## WHAT IS BEING ASKED
Report only the number of lines that contain the string "جنوبی" in the records below.

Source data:
++++++++++++++++++++
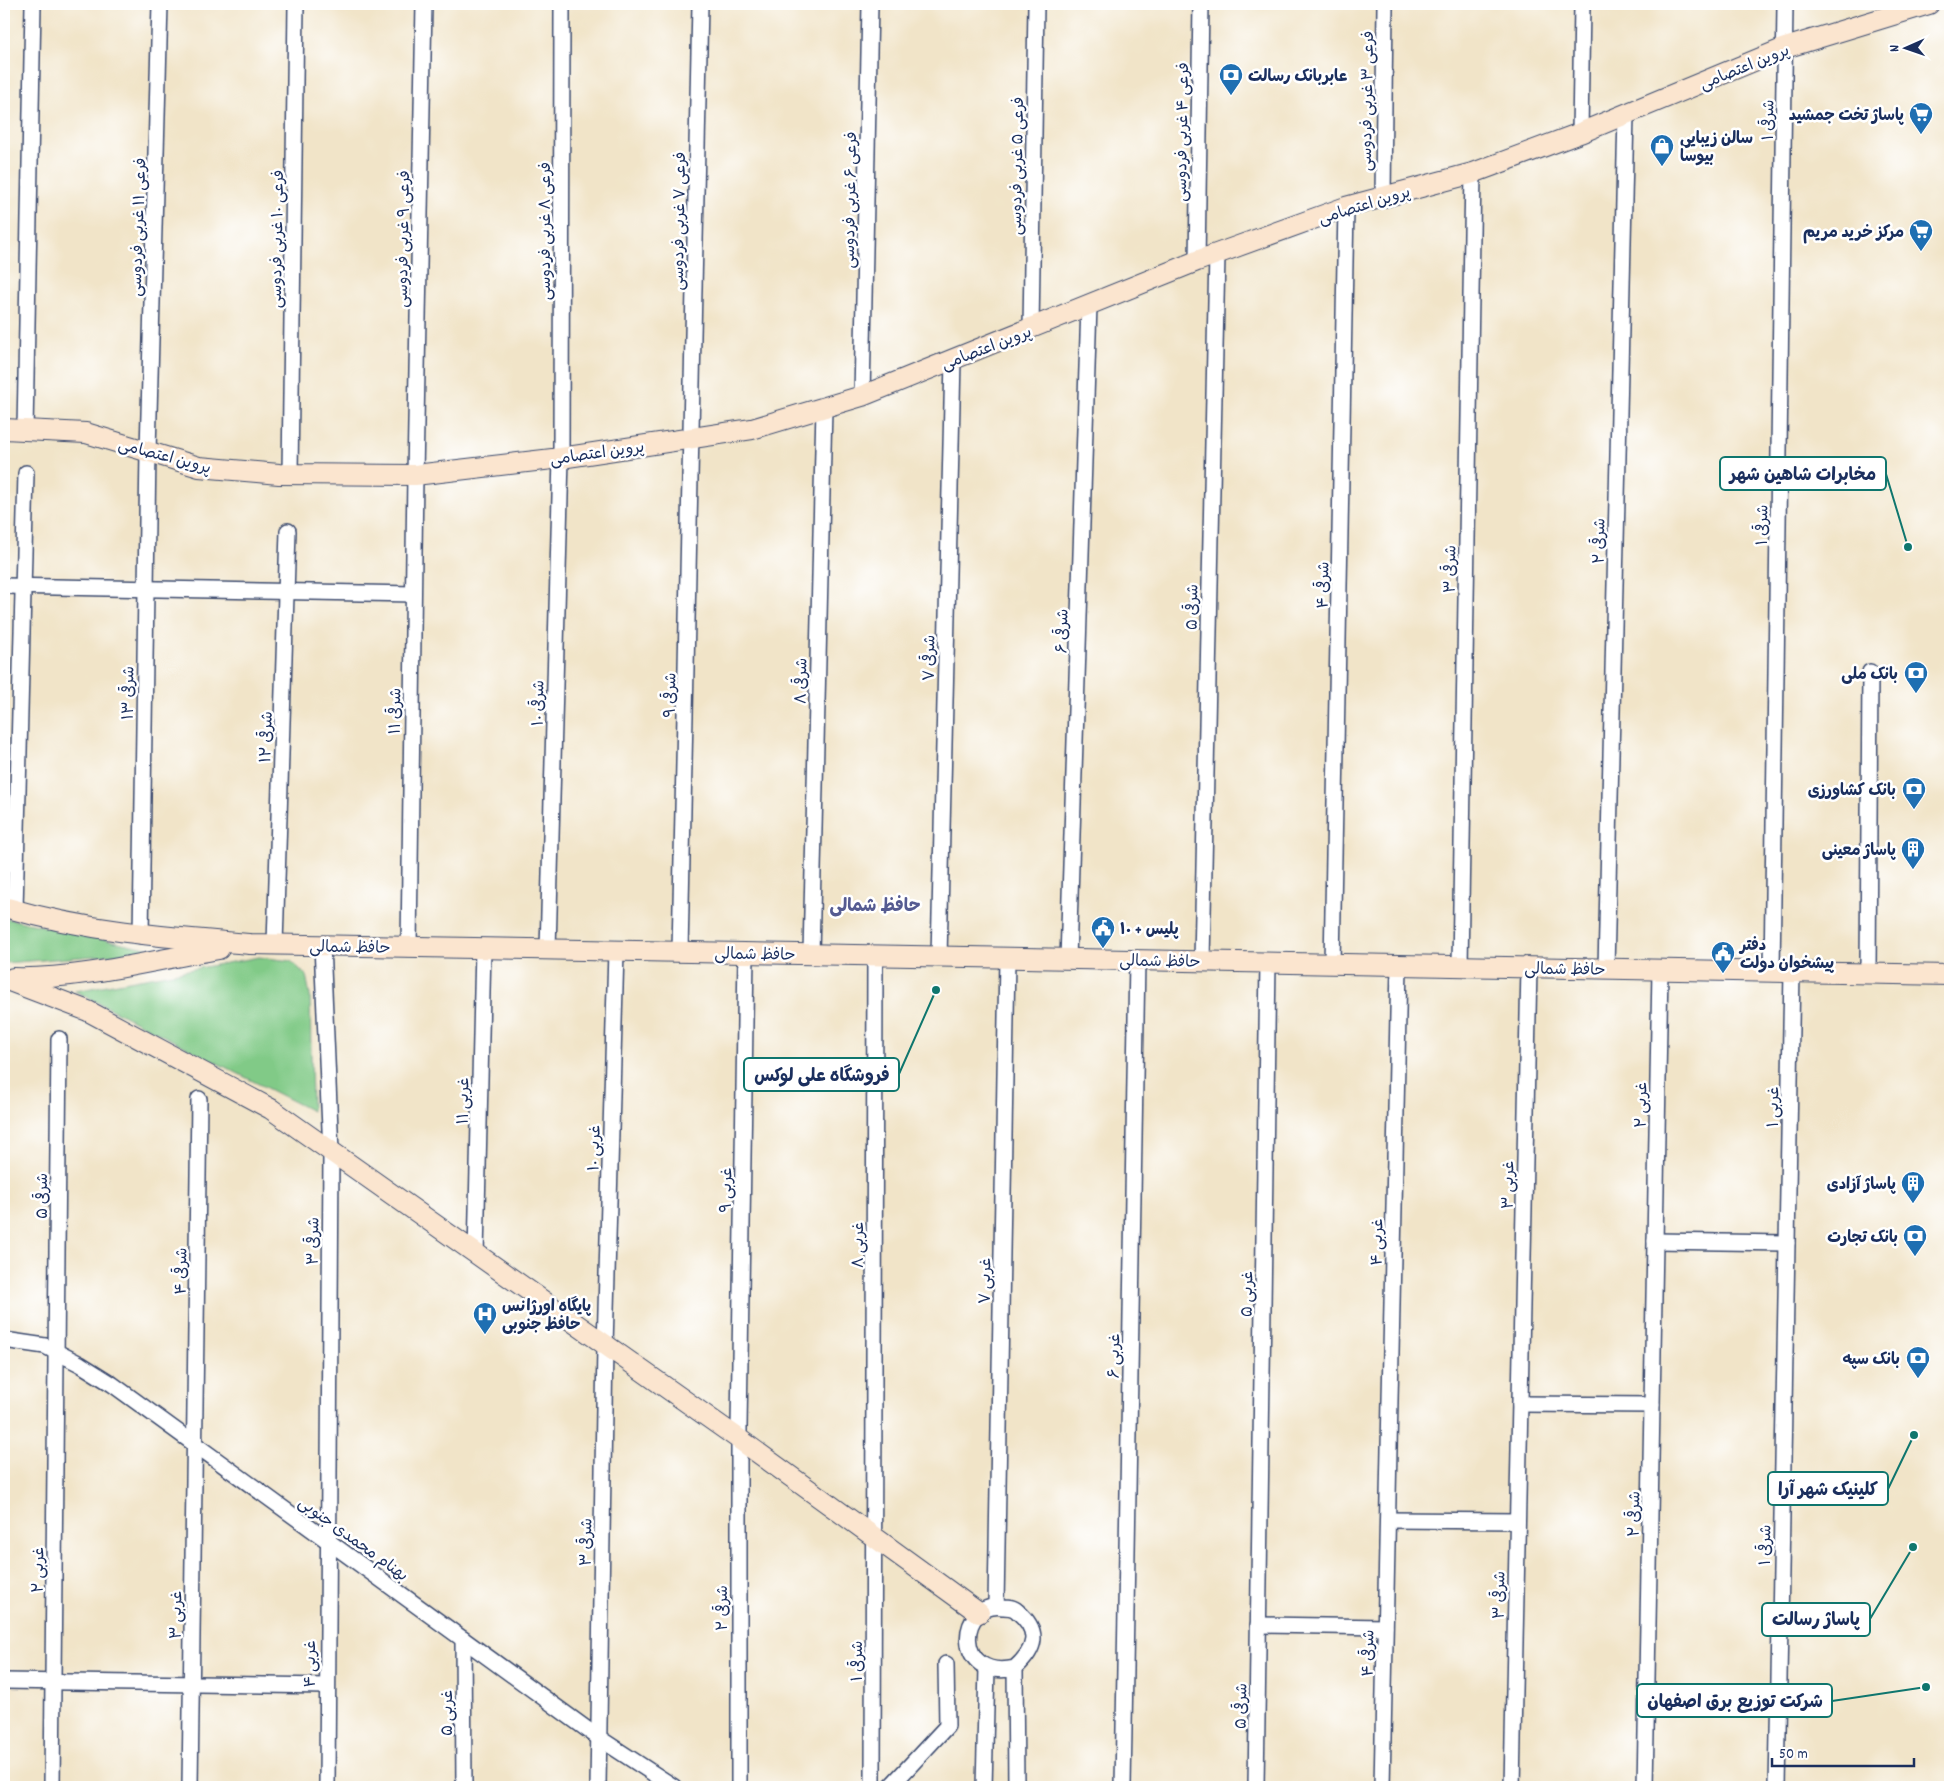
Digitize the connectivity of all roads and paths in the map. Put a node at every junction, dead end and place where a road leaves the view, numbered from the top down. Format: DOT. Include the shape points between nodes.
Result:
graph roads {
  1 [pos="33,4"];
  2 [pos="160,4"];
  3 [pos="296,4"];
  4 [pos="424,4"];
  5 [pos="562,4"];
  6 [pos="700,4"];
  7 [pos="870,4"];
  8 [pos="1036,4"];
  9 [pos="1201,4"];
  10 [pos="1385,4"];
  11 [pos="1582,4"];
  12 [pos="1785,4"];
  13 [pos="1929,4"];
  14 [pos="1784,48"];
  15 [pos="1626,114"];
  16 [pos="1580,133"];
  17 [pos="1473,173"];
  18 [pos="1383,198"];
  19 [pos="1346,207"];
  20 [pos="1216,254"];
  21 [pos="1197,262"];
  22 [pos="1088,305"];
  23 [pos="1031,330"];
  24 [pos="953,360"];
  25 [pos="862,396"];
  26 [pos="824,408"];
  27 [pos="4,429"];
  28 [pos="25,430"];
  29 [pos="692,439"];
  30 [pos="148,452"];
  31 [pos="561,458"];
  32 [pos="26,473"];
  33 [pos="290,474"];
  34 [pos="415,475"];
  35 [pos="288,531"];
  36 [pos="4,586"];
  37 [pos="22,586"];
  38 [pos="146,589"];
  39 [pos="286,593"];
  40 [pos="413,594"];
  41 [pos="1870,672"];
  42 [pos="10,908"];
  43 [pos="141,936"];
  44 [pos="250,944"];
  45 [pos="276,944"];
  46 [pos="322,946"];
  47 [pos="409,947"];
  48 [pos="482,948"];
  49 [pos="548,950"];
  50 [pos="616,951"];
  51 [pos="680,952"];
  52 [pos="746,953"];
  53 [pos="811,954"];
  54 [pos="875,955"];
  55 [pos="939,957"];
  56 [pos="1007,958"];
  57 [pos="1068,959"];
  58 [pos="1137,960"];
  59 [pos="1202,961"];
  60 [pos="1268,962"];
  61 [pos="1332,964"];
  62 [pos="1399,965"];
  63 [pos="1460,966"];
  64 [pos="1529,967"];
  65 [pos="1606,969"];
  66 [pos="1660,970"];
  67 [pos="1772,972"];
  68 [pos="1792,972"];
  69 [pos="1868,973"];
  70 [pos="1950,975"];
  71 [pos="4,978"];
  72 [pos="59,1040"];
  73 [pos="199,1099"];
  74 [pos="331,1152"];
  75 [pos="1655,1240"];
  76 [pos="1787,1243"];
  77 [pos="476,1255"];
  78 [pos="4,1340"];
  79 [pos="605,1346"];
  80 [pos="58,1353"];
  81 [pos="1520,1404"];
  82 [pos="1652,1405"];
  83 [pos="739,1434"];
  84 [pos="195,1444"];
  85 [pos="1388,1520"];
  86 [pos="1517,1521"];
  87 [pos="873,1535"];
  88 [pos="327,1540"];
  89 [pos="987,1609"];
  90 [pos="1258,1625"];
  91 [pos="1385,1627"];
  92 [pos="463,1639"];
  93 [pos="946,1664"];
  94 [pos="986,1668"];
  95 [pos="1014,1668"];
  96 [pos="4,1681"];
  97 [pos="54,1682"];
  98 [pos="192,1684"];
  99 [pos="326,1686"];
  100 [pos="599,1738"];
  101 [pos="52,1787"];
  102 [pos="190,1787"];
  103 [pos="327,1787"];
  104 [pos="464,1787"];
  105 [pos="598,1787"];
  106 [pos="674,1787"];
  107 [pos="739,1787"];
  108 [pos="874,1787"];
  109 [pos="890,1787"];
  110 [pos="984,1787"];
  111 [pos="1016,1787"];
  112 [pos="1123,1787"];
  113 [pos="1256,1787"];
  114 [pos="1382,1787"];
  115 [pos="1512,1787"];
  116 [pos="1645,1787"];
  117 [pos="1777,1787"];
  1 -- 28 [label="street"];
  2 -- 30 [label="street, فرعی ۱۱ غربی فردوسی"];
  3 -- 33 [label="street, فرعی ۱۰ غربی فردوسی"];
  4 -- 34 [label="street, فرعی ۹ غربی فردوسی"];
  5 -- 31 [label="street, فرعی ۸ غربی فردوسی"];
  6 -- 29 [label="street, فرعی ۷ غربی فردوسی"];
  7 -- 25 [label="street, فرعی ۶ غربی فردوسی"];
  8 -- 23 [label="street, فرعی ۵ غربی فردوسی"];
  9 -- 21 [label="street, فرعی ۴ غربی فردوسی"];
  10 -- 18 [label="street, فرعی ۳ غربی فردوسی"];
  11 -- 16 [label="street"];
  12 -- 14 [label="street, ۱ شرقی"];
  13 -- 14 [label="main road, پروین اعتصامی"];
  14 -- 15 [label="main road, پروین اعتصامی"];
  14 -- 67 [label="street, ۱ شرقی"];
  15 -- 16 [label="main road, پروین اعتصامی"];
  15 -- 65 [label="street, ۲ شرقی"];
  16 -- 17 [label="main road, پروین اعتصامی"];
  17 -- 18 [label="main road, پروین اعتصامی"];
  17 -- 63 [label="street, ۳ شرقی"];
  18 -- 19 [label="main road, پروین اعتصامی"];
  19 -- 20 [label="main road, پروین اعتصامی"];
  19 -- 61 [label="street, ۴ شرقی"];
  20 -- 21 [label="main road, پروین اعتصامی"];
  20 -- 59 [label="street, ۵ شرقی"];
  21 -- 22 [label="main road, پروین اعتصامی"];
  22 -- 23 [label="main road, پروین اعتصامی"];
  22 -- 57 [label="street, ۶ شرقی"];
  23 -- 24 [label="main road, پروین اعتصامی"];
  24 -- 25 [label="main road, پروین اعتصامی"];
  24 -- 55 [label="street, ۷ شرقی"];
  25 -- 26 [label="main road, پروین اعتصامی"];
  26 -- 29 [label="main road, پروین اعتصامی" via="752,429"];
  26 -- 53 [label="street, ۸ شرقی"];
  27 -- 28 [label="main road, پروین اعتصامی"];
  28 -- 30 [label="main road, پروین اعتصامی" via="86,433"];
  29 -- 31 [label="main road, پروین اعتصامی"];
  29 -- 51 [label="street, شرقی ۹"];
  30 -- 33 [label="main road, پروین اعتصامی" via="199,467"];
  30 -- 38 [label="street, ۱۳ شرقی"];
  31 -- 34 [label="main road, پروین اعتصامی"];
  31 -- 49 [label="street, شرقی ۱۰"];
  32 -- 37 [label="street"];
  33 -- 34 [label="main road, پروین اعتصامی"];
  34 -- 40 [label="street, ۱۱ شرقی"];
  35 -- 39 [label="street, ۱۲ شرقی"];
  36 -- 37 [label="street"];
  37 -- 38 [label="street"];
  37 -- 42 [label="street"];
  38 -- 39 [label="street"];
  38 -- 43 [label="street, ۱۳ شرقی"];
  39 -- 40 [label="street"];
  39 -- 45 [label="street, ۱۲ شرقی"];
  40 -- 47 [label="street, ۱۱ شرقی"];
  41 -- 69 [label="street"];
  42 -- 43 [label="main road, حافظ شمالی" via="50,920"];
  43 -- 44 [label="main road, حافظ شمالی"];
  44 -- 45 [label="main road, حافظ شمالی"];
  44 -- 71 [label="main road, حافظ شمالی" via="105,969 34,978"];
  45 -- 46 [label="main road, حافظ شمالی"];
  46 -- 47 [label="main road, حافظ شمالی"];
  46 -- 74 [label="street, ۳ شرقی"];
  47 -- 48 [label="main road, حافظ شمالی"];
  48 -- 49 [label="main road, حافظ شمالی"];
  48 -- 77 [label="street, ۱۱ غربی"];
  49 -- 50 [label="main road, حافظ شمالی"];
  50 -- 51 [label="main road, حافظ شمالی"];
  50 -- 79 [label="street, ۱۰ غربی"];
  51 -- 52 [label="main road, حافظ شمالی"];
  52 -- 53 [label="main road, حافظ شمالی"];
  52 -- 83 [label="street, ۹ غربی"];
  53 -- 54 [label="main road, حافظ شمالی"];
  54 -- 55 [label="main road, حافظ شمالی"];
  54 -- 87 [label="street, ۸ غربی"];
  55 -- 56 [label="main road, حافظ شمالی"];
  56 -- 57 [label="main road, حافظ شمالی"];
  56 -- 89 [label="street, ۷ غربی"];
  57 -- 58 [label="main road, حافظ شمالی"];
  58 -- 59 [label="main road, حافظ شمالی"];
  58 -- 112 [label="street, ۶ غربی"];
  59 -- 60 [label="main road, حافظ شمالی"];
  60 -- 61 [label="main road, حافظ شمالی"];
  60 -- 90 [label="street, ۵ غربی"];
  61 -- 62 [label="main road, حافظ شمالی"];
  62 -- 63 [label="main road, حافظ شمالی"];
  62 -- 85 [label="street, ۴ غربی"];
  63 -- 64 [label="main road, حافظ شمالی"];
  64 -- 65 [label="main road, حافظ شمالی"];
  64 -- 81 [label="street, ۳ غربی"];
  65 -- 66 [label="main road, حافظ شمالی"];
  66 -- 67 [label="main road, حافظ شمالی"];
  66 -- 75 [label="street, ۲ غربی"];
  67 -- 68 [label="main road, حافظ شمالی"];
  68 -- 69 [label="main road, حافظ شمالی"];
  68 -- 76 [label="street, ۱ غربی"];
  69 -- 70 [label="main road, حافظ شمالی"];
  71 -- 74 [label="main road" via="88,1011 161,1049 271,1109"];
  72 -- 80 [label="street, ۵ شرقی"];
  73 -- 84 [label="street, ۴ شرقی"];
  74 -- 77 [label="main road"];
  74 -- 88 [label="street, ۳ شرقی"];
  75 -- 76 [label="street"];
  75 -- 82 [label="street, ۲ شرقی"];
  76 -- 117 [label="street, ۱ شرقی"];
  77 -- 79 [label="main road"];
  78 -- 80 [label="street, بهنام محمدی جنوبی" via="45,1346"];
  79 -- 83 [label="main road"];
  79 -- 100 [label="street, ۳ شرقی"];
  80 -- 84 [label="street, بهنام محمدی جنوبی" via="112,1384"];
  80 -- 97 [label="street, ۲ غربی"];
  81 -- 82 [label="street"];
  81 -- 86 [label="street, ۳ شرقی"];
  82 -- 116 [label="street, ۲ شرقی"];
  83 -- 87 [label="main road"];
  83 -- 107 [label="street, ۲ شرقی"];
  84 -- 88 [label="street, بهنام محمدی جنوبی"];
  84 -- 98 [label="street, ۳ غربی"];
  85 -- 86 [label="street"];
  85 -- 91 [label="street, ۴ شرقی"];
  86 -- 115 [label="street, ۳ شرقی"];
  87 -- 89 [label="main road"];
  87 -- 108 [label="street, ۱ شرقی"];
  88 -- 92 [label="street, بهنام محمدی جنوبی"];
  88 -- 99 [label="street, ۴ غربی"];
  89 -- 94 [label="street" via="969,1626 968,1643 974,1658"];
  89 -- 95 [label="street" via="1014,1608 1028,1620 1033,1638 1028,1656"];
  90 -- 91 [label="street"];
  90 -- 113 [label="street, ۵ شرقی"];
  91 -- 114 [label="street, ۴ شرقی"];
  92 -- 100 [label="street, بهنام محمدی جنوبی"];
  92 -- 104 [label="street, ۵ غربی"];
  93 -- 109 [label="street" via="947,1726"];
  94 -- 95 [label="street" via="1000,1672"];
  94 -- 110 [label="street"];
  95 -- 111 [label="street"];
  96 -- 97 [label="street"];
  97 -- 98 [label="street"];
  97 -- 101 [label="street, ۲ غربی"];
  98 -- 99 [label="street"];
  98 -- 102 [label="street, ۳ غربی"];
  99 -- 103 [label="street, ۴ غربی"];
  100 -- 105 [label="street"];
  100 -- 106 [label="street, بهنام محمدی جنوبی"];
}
++++++++++++++++++++
## THE COMPLETED TASK
6